I've made so many cookies using so many recipes here from youtube and before I found this I was swearing by Joshua's cookies BUT THIS ONE IS ON ANOTHER LEVELLL!!!!!
I hated the amount of sugar Joshua's cookies required, it made the final cookie taste like I'm bitting into sugar (literally, the crunch of the unmelted sugar was HORRIBLE).
The salt, vanilla, browned butter, amazing!
Some tips!:
- I found myself needing to add another ¼cup of flour since the dough was too runny
- I'm too lazy so I just put the dough to firm up in the freezer for abt ½hour and right before the oven I just scoop balls
- my cookies rarely wrinkle on their own bc of my oven so I use Joshua's "pan bang" method where once the cookie rise I lift the pan a little and let it slam down and it stops the rise, I do it abt twice when the cookies bake and it's 👌👌👌
- chop your own chocolate to create more interesting cookies and don't be afraid to add dark chocolate since they melt the best
Thank you for this incredible recipe!
I thought I was the only one who had a runny dough. I had to add extra flour also
so excited to make these cookies, and as a biochemistry PhD student, really enjoyed the little bit of science! Loved you on bake off, your flavour combinations were 🔥🔥
Thank you Erica!!! I love the science behind baking. It really is just edible chemistry!
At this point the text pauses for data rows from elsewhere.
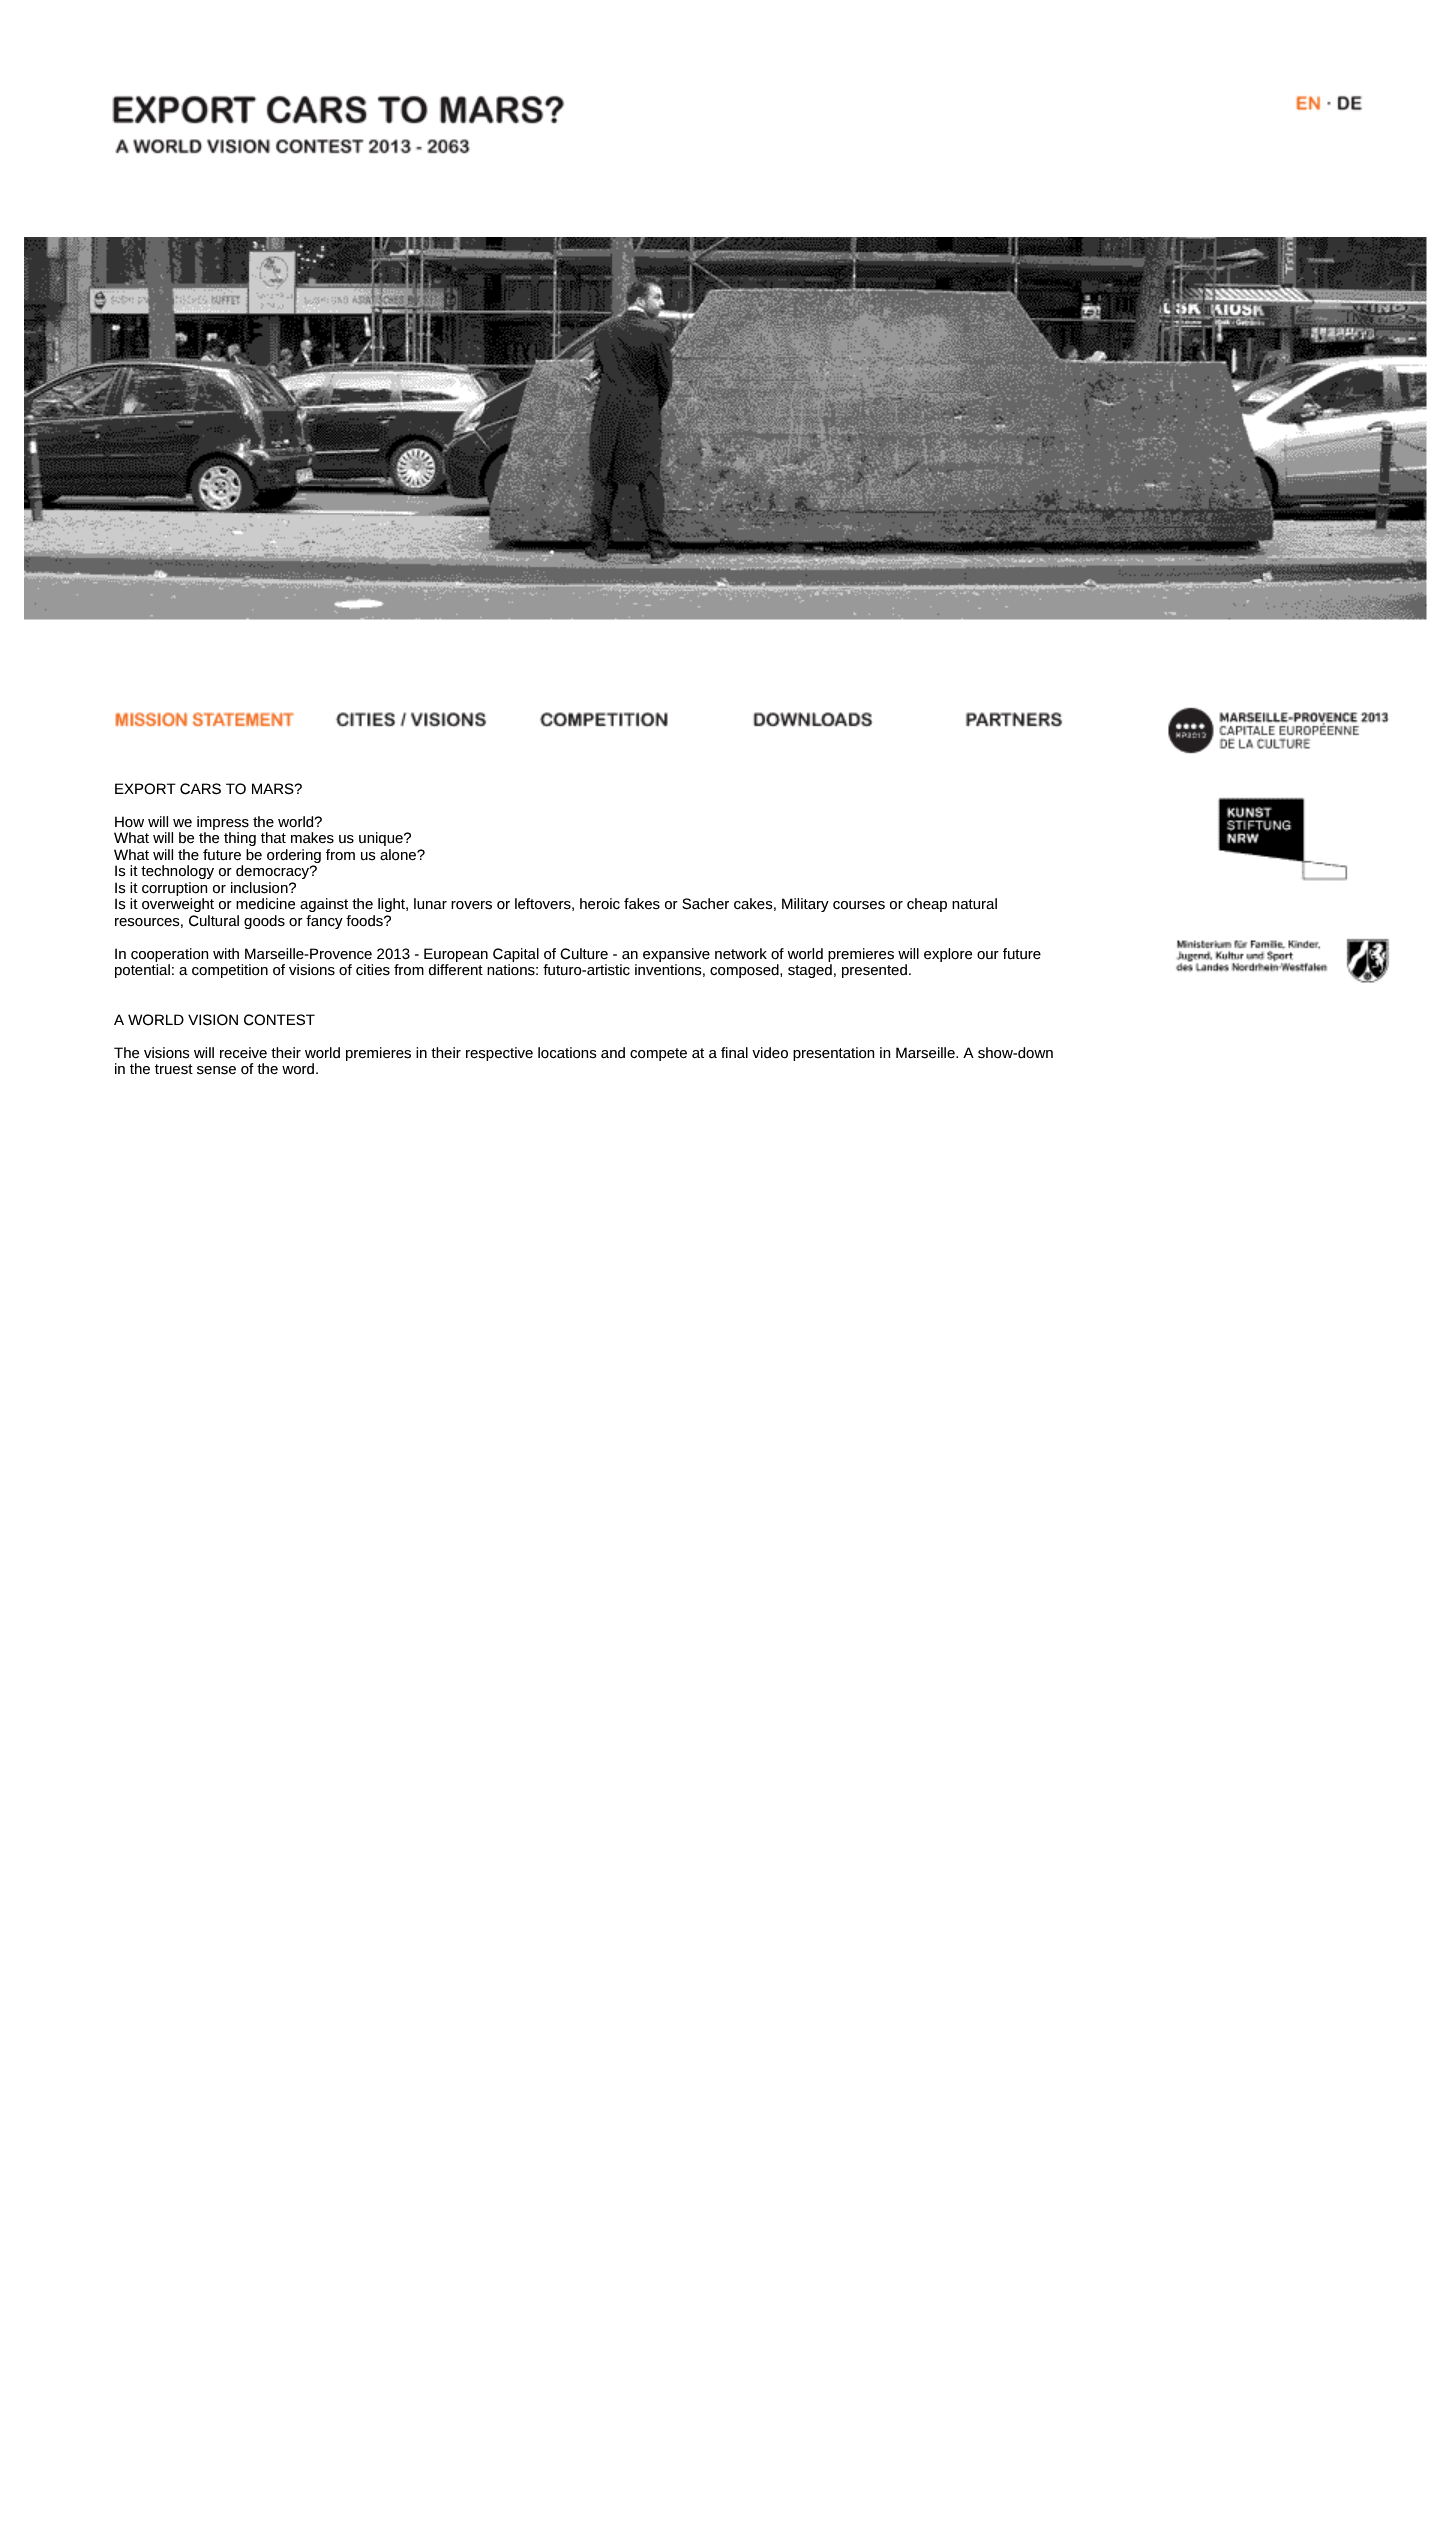 #include "include/core/SkBlurTypes.h"
#include "include/core/SkCanvas.h"
#include "include/core/SkData.h"
#include "include/core/SkFont.h"
#include "include/core/SkFontMgr.h"
#include "include/core/SkImage.h"
#include "include/core/SkMaskFilter.h"
#include "include/core/SkPaint.h"
#include "include/core/SkPathBuilder.h"
#include "include/core/SkTextBlob.h"
#include "include/effects/SkDashPathEffect.h"
#include "include/effects/SkGradientShader.h"
#include "include/utils/SkParsePath.h"

extern sk_sp<SkFontMgr> fontMgr;

void draw(SkCanvas* canvas) {
    SkPaint p;
    p.setAntiAlias(true);
    auto font = [&](const char* family, int weight, float size, bool italic = false) {
        SkFontStyle style(weight, SkFontStyle::kNormal_Width,
            italic ? SkFontStyle::kItalic_Slant : SkFontStyle::kUpright_Slant);
        SkFont result(fontMgr->matchFamilyStyle(family, style), size);
        result.setSubpixel(true);
        return result;
    };
    auto drawPhoto = [&](const char* path, float l, float t, float r, float b) {
        auto image = SkImages::DeferredFromEncodedData(SkData::MakeFromFileName(path));
        canvas->drawImageRect(image, SkRect::MakeLTRB(l, t, r, b), SkSamplingOptions());
    };
    canvas->clear(0xFFFFFFFF);
    drawPhoto("media/1.png", 115, 707, 1391, 983);
    drawPhoto("media/2.png", 112, 95, 1363, 155);
    drawPhoto("media/3.png", 24, 237, 1427, 620);
    auto font1 = font("Liberation Sans", 400, 15);
    p.setColor(0xFF000000);
    {
        const struct { const char* s; float x, y; } items[] = {
            {"EXPORT CARS TO MARS?", 114, 794},
            {"How will we impress the world?", 114, 827},
            {"What will be the thing that makes us unique?", 114, 843},
            {"What will the future be ordering from us alone?", 114, 860},
            {"Is it technology or democracy?", 114, 876},
            {"Is it corruption or inclusion?", 114, 893},
            {"Is it overweight or medicine against the light, lunar rovers or leftovers, heroic fakes or Sacher cakes, Military courses or cheap natural", 114, 909},
            {"resources, Cultural goods or fancy foods?", 114, 926},
            {"In cooperation with Marseille-Provence 2013 - European Capital of Culture - an expansive network of world premieres will explore our future", 114, 959},
            {"potential: a competition of visions of cities from different nations: futuro-artistic inventions, composed, staged, presented.", 114, 975},
            {"A WORLD VISION CONTEST", 114, 1025},
            {"The visions will receive their world premieres in their respective locations and compete at a final video presentation in Marseille. A show-down", 114, 1058},
            {"in the truest sense of the word.", 114, 1074},
        };
        for (auto [s, x, y] : items) {
            canvas->drawString(s, x, y, font1, p);
        }
    }
}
@@sheldoskitchen Doesn't baking soda increase the pH? Making it easier for Malliard reactions to occur
@@Mathsaver Baking Soda's PH is 9 making it slightly more base than water, which is why it will react favorably against more caustic acids in addition to having sodium bicarbonate if you're after them bubbles...
I just made your chocolate chip cookies. Where have these been all my life? They are AMAZING!!! I have binged all your episodes and am next going to make that cheese cake because is also looks amazing. Are you going to do non-baking recipes as well? I love how you explain the science behind the cooking. Knowing why you add the water back into the brown butter was so helpful and interesting. For someone who is just starting, your videos are so well done (editing, lighting, sound quality etc) and look quite professional. And on a quick personal note, I’m so glad to see more diversity in food. Your voice is so soothing and I gotta tell you, I think you are so damn cute!
Wow thank you!!! You’re too kind. I’m so glad the cookies turned out so well for you!!!
Heres the recipe :
Chocolate chip cookies 🍪
- 150g of butter 🧈
Melt it and keep it on medium high till brown
- add to it 2 tbsp of cold water 💧 (or just water, really )
Note: Here it may splash around given the difference in heat, so make sure to have a mesium pan (so it wouldn't overflow when splashing- don't ask how i know 👀)
-once the butter is slighly cold, add 100g of brown sugar and 100g of white granulated sugar
- whisk untill evenly combined
- Add 1 large egg 🥚( or 2 if small eggs )
- Add 1 tbsp of vanilla extraxt ( adjust how you like it here imo )
- Now whisk for 1 minute untill it becomes light in color and alightly thickens. Elbow grease needed here hahah 💪
- Add 1 tsp of baking soda and 1 tsp of salt 🧂
- Add 175g of floor
- Add your Chocolate chips
- put in fridge for at least 30mins
-bake in a pregeated oven at 170c° for 15mins. ( if youd like you can add a sprinkle.of salt on top of you formed cookies 🍪)
And voila !
Enjoy 😊
Thank you for the recipe! Decided to make the cookies at the last minute for a family event today. A total, runaway hit.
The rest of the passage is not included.